Exits to the Posthuman Future by Kroker Arthur;

Author:Kroker, Arthur;
Language: eng
Format: epub
Publisher: Wiley
Published: 2013-11-07T16:00:00+00:00


In the usual way of all scientific experiments with the human body, the animal species selected for a digital eye implant is the rabbit. Definitely not mindful of Donna Haraway's understanding of animals as “companion species,” the body of the bunny is scientifically repurposed to become a platform for digital lenses. Did anyone think to ask what's a bunny's vision of the world? Or did the bunny consent to seeing fields of edible grass in a newly augmented digital way?

That the bunny was never consulted about the advantages of augmented reality is itself perhaps very revelatory of the impoverished vision of a scientist. Isn't there an indispensable ethical reflex associated with human vision, a carefully nurtured sense that human vision is not simply about appropriation, but appreciation? Strip human vision of a complex sense of critical appreciation of the world around us, and aren't we suddenly left in a world of bunnies as objects of technological appropriation, objects of abuse value?

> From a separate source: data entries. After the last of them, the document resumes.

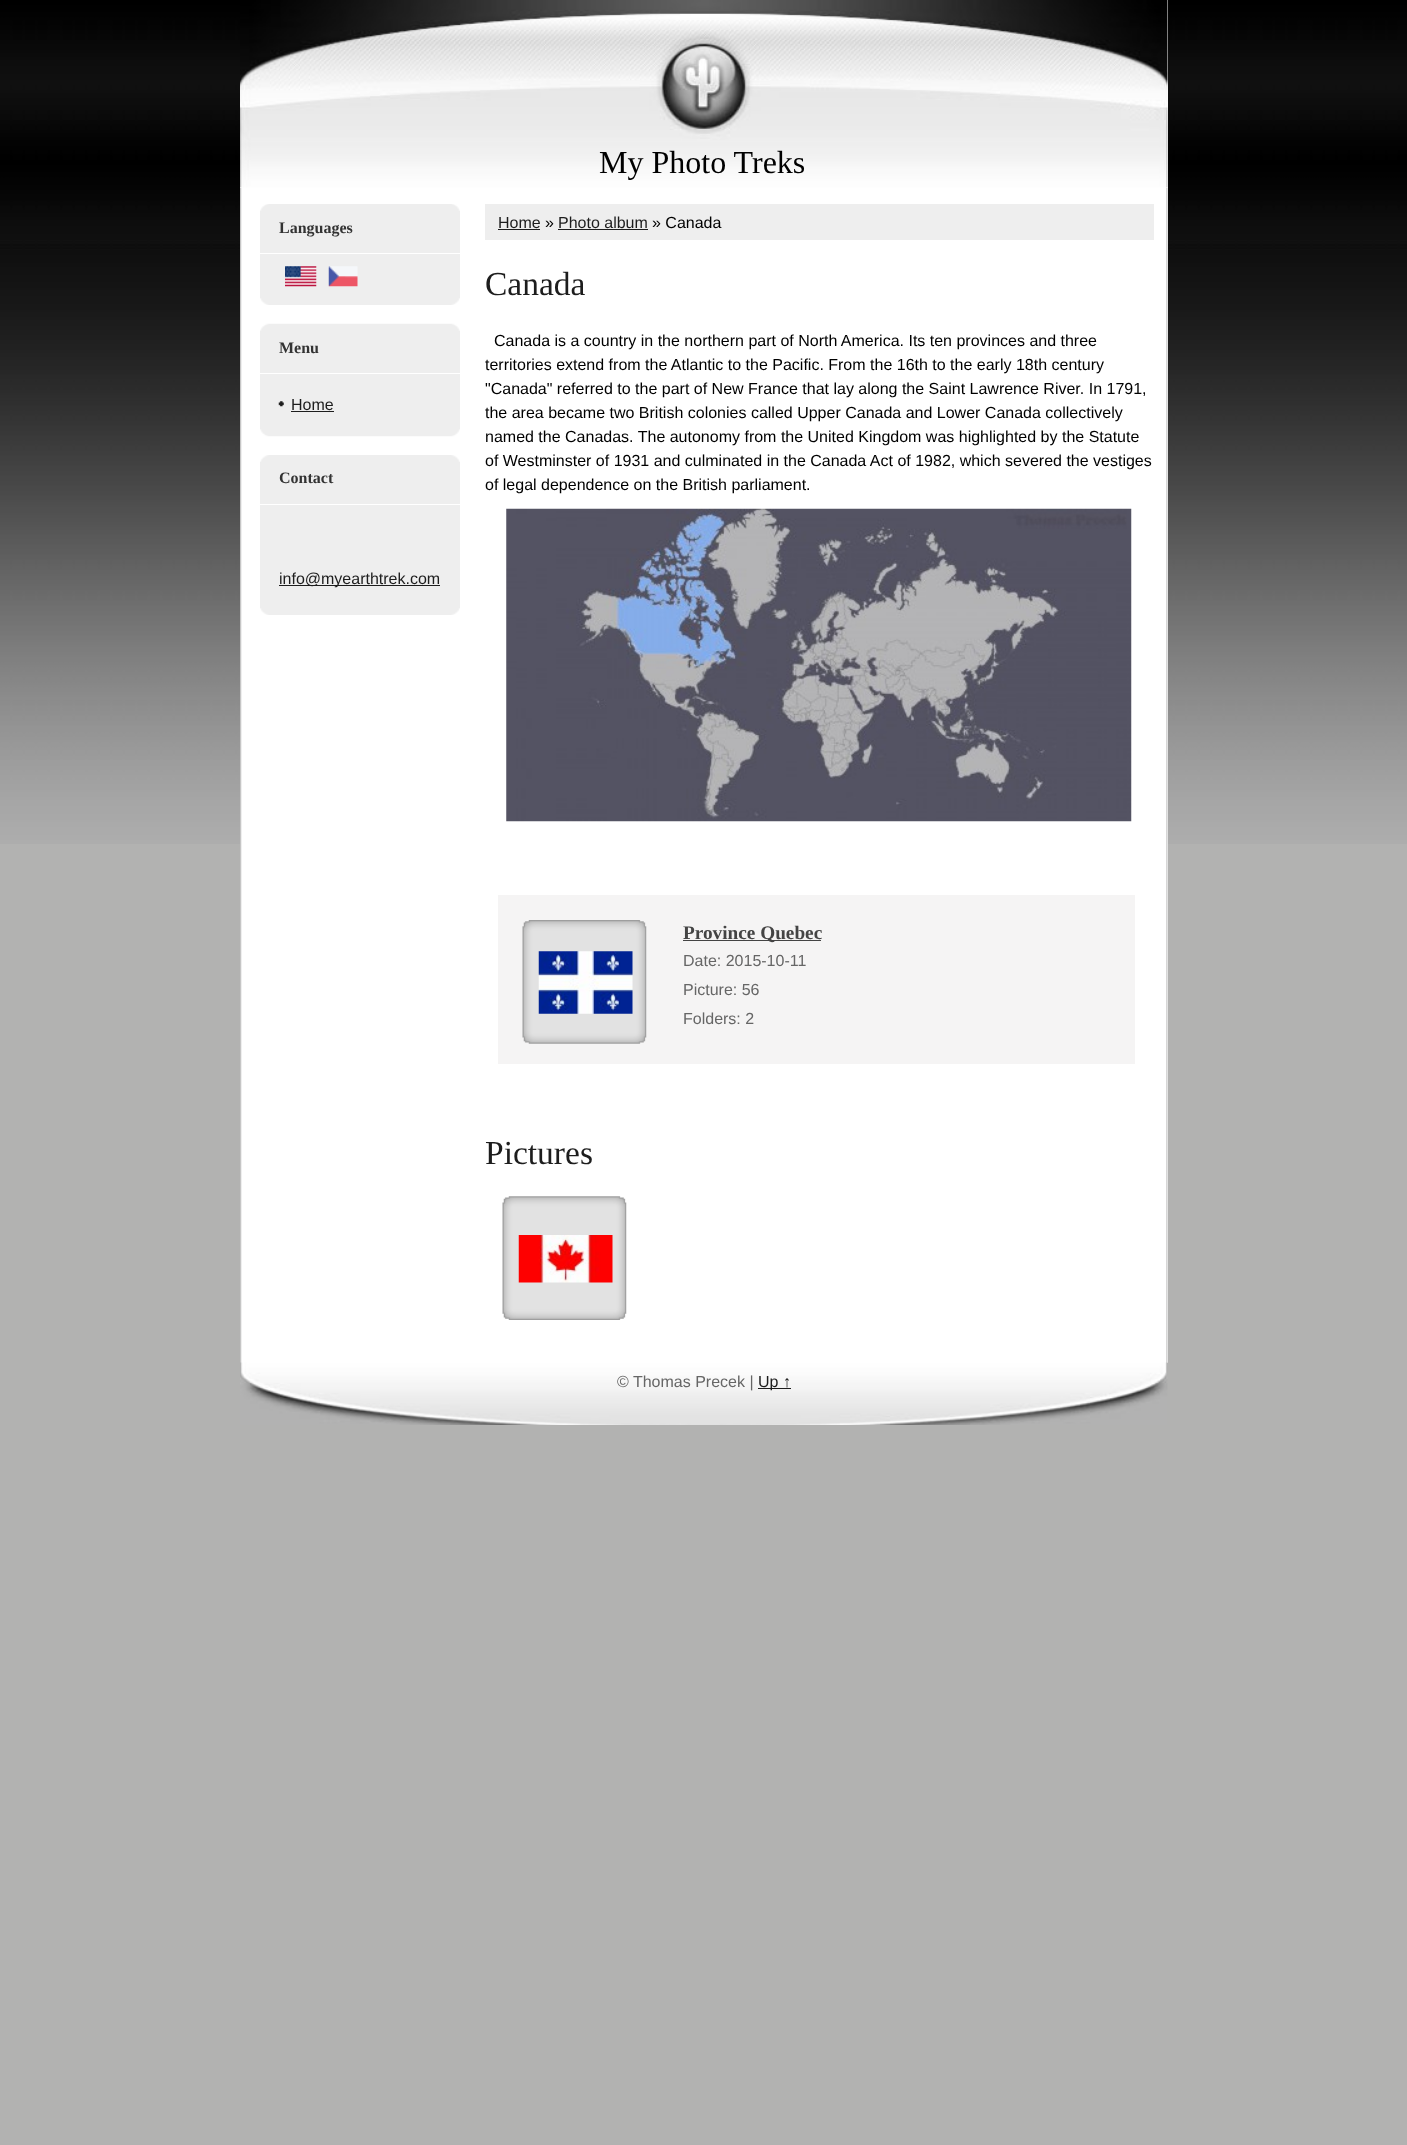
(async () => {
  const canvas = document.querySelector("canvas");
  canvas.width = 1407;
  canvas.height = 2145;
  const ctx = canvas.getContext("2d");
  ctx.miterLimit = 4;
  ctx.fontKerning = "normal";
  async function loadImage(src) {
    const img = new Image();
    img.src = src;
    await img.decode();
    return img;
  }

  ctx.fillStyle = "#b2b2b1";
  ctx.fillRect(0, 0, 1407, 2145);
  ctx.drawImage(await loadImage("img/1.png"), 0, 0, 1407, 844);
  ctx.fillStyle = "#ffffff";
  ctx.fillRect(1167, 188, 1, 1175);
  ctx.drawImage(await loadImage("img/2.png"), 240, 188, 928, 1175);
  ctx.fillRect(240, 0, 928, 188);
  ctx.drawImage(await loadImage("img/3.png"), 240, 0, 928, 188);
  ctx.fillStyle = "#eeeeee";
  ctx.fillRect(260, 211, 200, 87);
  ctx.drawImage(await loadImage("img/4.png"), 260, 298, 200, 7);
  ctx.drawImage(await loadImage("img/5.png"), 260, 204, 200, 7);
  ctx.fillStyle = "#ffffff";
  ctx.fillRect(260, 253, 200, 1);
  ctx.drawImage(await loadImage("img/6.png"), 285, 266, 32, 21);
  ctx.drawImage(await loadImage("img/7.png"), 328, 266, 30, 21);
  ctx.fillStyle = "#eeeeee";
  ctx.fillRect(260, 331, 200, 98);
  ctx.drawImage(await loadImage("img/8.png"), 260, 429, 200, 8);
  ctx.drawImage(await loadImage("img/9.png"), 260, 323, 200, 8);
  ctx.fillStyle = "#ffffff";
  ctx.fillRect(260, 373, 200, 1);
  ctx.drawImage(await loadImage("img/10.png"), 278, 401, 6, 6);
  ctx.fillStyle = "#1d1d1d";
  ctx.fillRect(291, 411, 43, 1);
  ctx.fillStyle = "#eeeeee";
  ctx.fillRect(260, 462, 200, 146);
  ctx.drawImage(await loadImage("img/4.png"), 260, 608, 200, 7);
  ctx.drawImage(await loadImage("img/11.png"), 260, 455, 200, 7);
  for (const [x, y, w, h, color] of [
    [260, 504, 200, 1, "#ffffff"],
    [279, 585, 161, 1, "#1d1d1d"],
    [485, 204, 669, 36, "#eeeeee"],
    [498, 229, 42, 1, "#1d1d1d"],
    [558, 229, 90, 1, "#1d1d1d"],
  ]) {
    ctx.fillStyle = color;
    ctx.fillRect(x, y, w, h);
  }
  ctx.drawImage(await loadImage("img/12.png"), 506, 508, 626, 314);
  ctx.fillStyle = "#f5f4f4";
  ctx.fillRect(498, 895, 637, 169);
  ctx.drawImage(await loadImage("img/13.png"), 522, 920, 125, 124);
  ctx.drawImage(await loadImage("img/14.png"), 538, 951, 95, 63);
  ctx.fillStyle = "#444444";
  ctx.fillRect(683, 940, 138, 1);
  ctx.drawImage(await loadImage("img/15.png"), 502, 1196, 125, 124);
  ctx.drawImage(await loadImage("img/16.png"), 518, 1235, 95, 48);
  ctx.drawImage(await loadImage("img/17.png"), 240, 1362, 928, 63);
  ctx.fillStyle = "#1d1d1d";
  ctx.fillRect(758, 1388, 33, 1);
  ctx.font = "32px Liberation Serif";
  ctx.fillStyle = "#000000";
  ctx.fillText("My Photo Treks", 599, 173);
  ctx.font = "bold 16px Liberation Serif";
  ctx.fillStyle = "#333333";
  ctx.fillText("Languages", 279, 233);
  ctx.fillText("Menu", 279, 353);
  ctx.font = "16px Liberation Sans";
  ctx.fillStyle = "#1d1d1d";
  ctx.fillText("Home", 291, 410);
  ctx.font = "bold 16px Liberation Serif";
  ctx.fillStyle = "#333333";
  ctx.fillText("Contact", 279, 483);
  ctx.font = "16px Liberation Sans";
  ctx.fillStyle = "#1d1d1d";
  ctx.fillText("info@myearthtrek.com", 279, 584);
  ctx.fillText("Home", 498, 228);
  ctx.fillStyle = "#000000";
  ctx.fillText("»", 545, 228);
  ctx.fillStyle = "#1d1d1d";
  ctx.fillText("Photo album", 558, 228);
  ctx.fillStyle = "#000000";
  ctx.fillText("» Canada", 652, 228);
  ctx.font = "33.5px Liberation Serif";
  ctx.fillStyle = "#1d1d1d";
  ctx.fillText("Canada", 485, 295);
  ctx.font = "16px Liberation Sans";
  ctx.fillStyle = "#000000";
  for (const [text, x, y] of [
    ["Canada is a country in the northern part of North America. Its ten provinces and three", 494, 346],
    ["territories extend from the Atlantic to the Pacific. From the 16th to the early 18th century", 485, 370],
    ["\"Canada\" referred to the part of New France that lay along the Saint Lawrence River. In 1791,", 485, 394],
    ["the area became two British colonies called Upper Canada and Lower Canada collectively", 485, 418],
    ["named the Canadas. The autonomy from the United Kingdom was highlighted by the Statute", 485, 442],
    ["of Westminster of 1931 and culminated in the Canada Act of 1982, which severed the vestiges", 485, 466],
    ["of legal dependence on the British parliament.", 485, 490],
  ]) {
    ctx.fillText(text, x, y);
  }
  ctx.font = "bold 19.25px Liberation Serif";
  ctx.fillStyle = "#444444";
  ctx.fillText("Province Quebec", 683, 939);
  ctx.font = "16px Liberation Sans";
  ctx.fillStyle = "#666666";
  for (const [text, x, y] of [
    ["Date: 2015-10-11", 683, 966],
    ["Picture: 56", 683, 995],
    ["Folders: 2", 683, 1024],
  ]) {
    ctx.fillText(text, x, y);
  }
  ctx.font = "33.5px Liberation Serif";
  ctx.fillStyle = "#1d1d1d";
  ctx.fillText("Pictures", 485, 1164);
  ctx.font = "16px Liberation Sans";
  ctx.fillStyle = "#666666";
  ctx.fillText("© Thomas Precek |", 617, 1387);
  ctx.fillStyle = "#1d1d1d";
  ctx.fillText("Up ↑", 758, 1387);
})();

In the larger story of technology of which this research innovation is a brilliant digital example, no permission is ever required to secure an animal's consent to a digital eye implant. Consciousness of the bunny as a unique, complex species-being is always disavowed, and this disavowal is the first, most important avowal of scientific experimentation. On the path to the augmented human eye, animals occupy the diminished role of unwilling test beds.

But, of course, not for humans. Appropriating human agency is never really required because, unlike bunnies, humans are seemingly always ready to become leading objects of digital augmentation. In response to the announcement in a story headlined “A Twinkle in the Eye,” one net correspondent immediately said: “Wow. I would be more than willing to risk losing eyesight in one of my eyes to test this out as the technology matures.” Perhaps shutting down human vision and opening up an augmented reality of the enhanced digital eye requires, in the first instance, something not really technological, but metaphysical. When the digital eye blinks for the very first time, when the augmented iris is streamed, networked, and vectored, an indispensable ethical preparation has already taken place, a prior human willingness to identify itself with its technological future with sufficient intensity to override any remaining (human) quibbles concerning animal rights, human dispositions, and what's lost with the coming-to-be of the fully realized universe of augmented reality.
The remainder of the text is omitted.